Entahlah, tapi yang jelas hari ini, ditengah 'keributan' rutinitas yang terjadi di lab. komputer, aku ingin betul sejenak berada dalam diam, mencari bahan renungan buat menulis posting yang isinya MyAward terhadap sesama kolegaku di sekolah ini.

Itu berarti, aku harus menyusun kriterianya terlebih dulu. Oke deh, tidak terlalu sulit, dan tidak pula banyak kriterianya. Kriteria pertama, dia adalah guru yang telah terbukti berkorban. Ini kriteria mutlak. Pengorbanan adalah panglima, terutama di sekolah swasta kaya SA ini. Who gives the soul? Siapa dia gerangan yang telah memberikan jiwanya.
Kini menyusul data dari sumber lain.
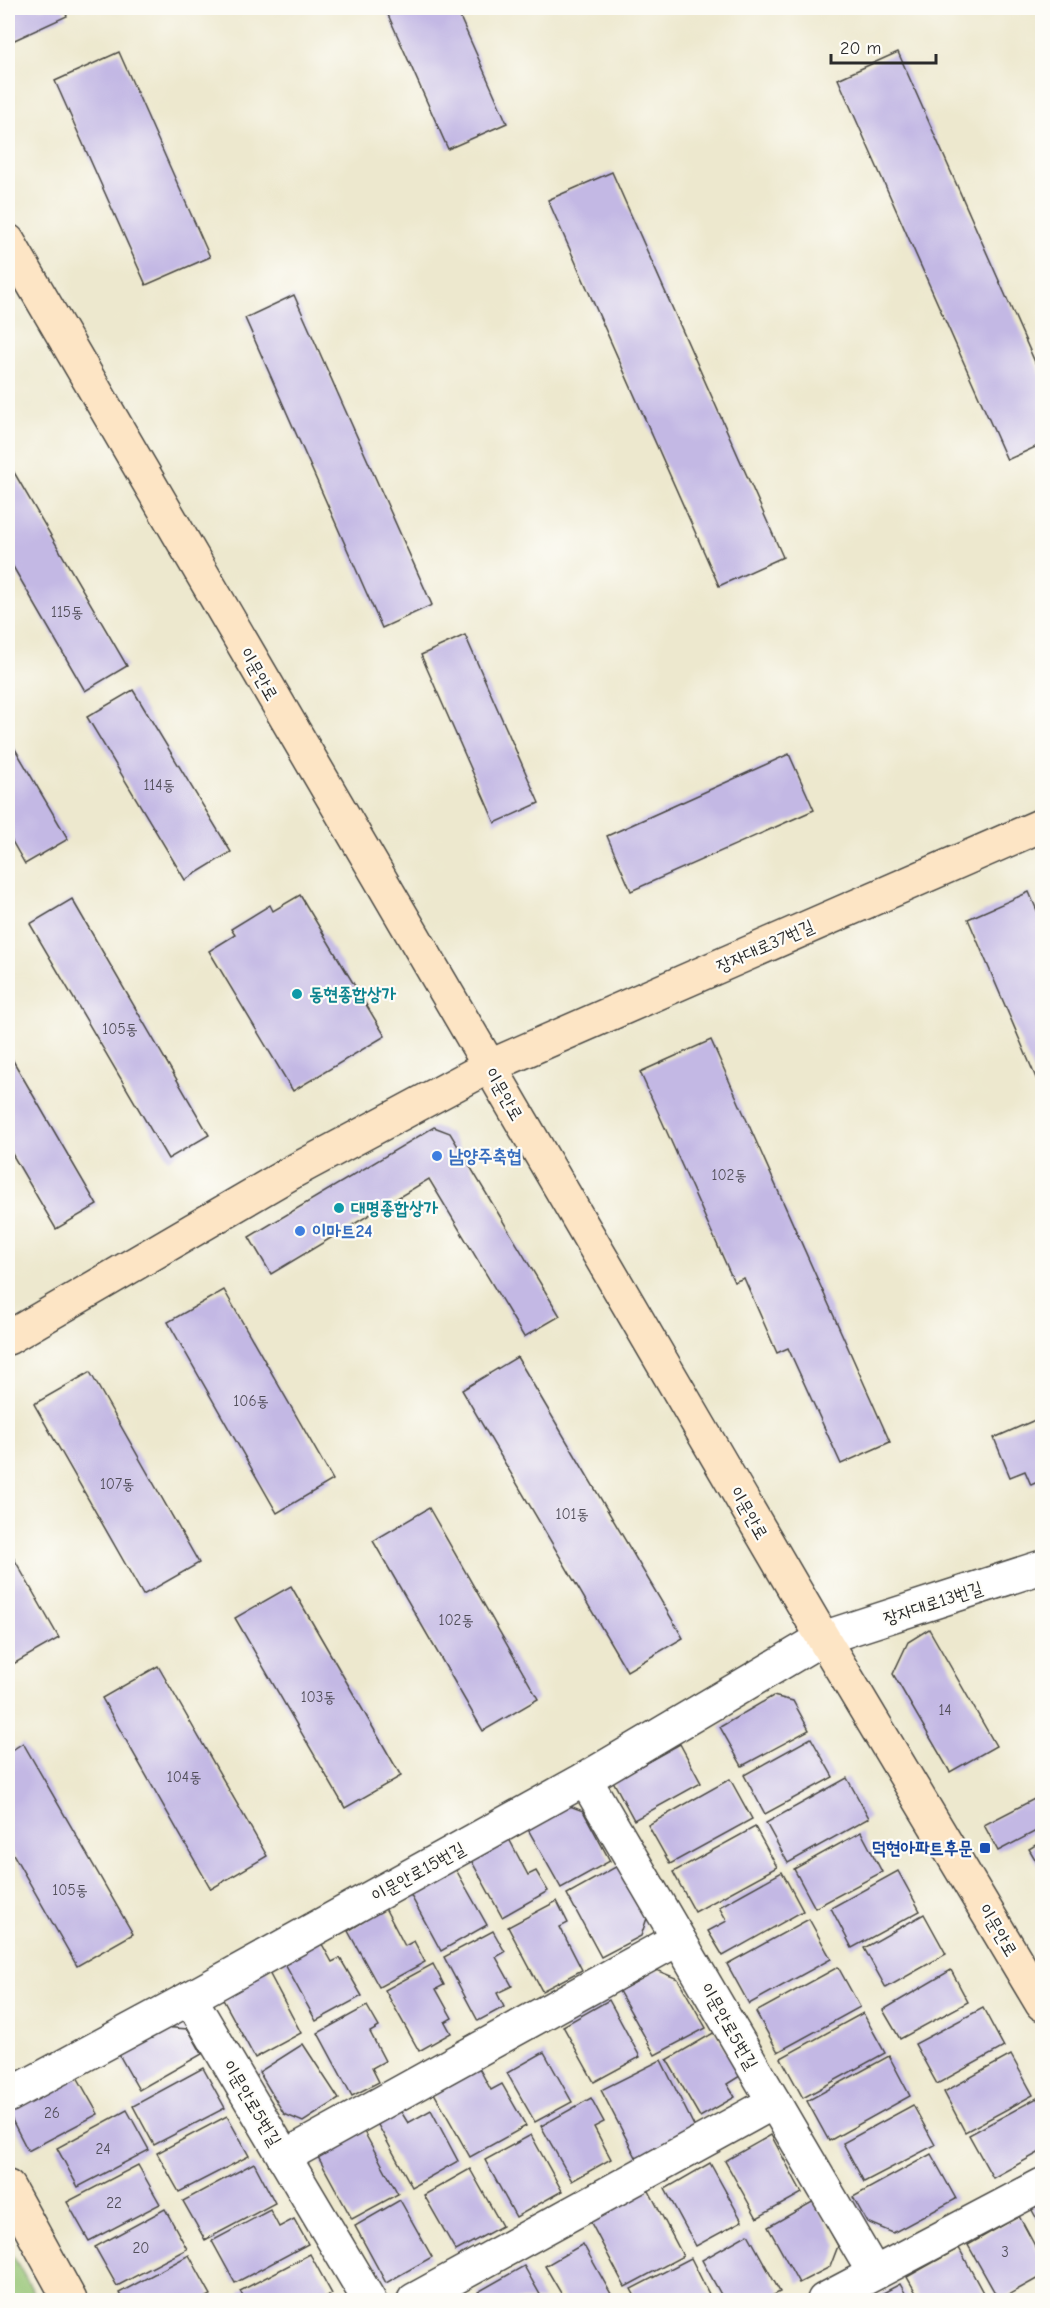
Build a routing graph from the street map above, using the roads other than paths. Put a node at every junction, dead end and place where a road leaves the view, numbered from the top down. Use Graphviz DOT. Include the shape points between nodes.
graph roads {
  1 [pos="8,241"];
  2 [pos="1042,825"];
  3 [pos="488,1067"];
  4 [pos="8,1338"];
  5 [pos="1042,1567"];
  6 [pos="823,1638"];
  7 [pos="585,1779"];
  8 [pos="678,1939"];
  9 [pos="190,1998"];
  10 [pos="1042,2004"];
  11 [pos="8,2096"];
  12 [pos="774,2102"];
  13 [pos="284,2157"];
  14 [pos="1042,2185"];
  15 [pos="8,2187"];
  16 [pos="874,2273"];
  17 [pos="70,2301"];
  18 [pos="369,2301"];
  19 [pos="414,2301"];
  20 [pos="825,2301"];
  1 -- 3 [label="street, 이문안로"];
  2 -- 3 [label="street, 장자대로37번길"];
  3 -- 4 [label="street, 장자대로37번길" via="294,1171"];
  3 -- 6 [label="street, 이문안로"];
  5 -- 6 [label="street, 장자대로13번길"];
  6 -- 7 [label="street, 이문안로15번길"];
  6 -- 10 [label="street, 이문안로"];
  7 -- 8 [label="street, 이문안로5번길"];
  7 -- 9 [label="street, 이문안로15번길"];
  8 -- 12 [label="street, 이문안로5번길"];
  8 -- 13 [label="street"];
  9 -- 11 [label="street, 이문안로15번길"];
  9 -- 13 [label="street, 이문안로5번길"];
  12 -- 16 [label="street, 이문안로5번길"];
  12 -- 19 [label="street"];
  13 -- 18 [label="street, 이문안로5번길"];
  14 -- 16 [label="street"];
  15 -- 17 [label="street"];
  16 -- 20 [label="street"];
}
Kriteria kedua, dia mestilah mencintai dengan sepenuh hati material yang dia ajarkan pada murid. Artinya, dia menjadi guru dalam keadaan sadar seratus persen. Semata-mata karena 'sesuatu yang berarti' itu dia kuasai dan dia cintai. Bukan mengajar/mendidik karena sekedar dia mendapatkan amanah, atau alasan klasik lain : mengisinya karena kekurangan sumber daya tenaga pengajar. Yup! Luv alias Cinta adalah kriteria nomor dua. Who gives the Love? Siapa dia yang telah begitu mencintai ilmu?

Dan kriteria ketiga, terakhir, adalah cara dia memperlakukan murid. Apa posisi murid baginya? semata sebagai murid? ato juga sebagai teman, sahabat, dan mungkin juga kadang malah sebagai guru juga. Artinya, kriteria ini adalah bicara soal manajemen emosi. Sabarkahdia? Pemarahkah? Murah senyumkah? dan bagaimana emosi dia saat berhadapan dengan sebuah 'kesalahan' khas para murid? Who gives the Smile? Siapa yang memberikan senyum paling tulus pada murid.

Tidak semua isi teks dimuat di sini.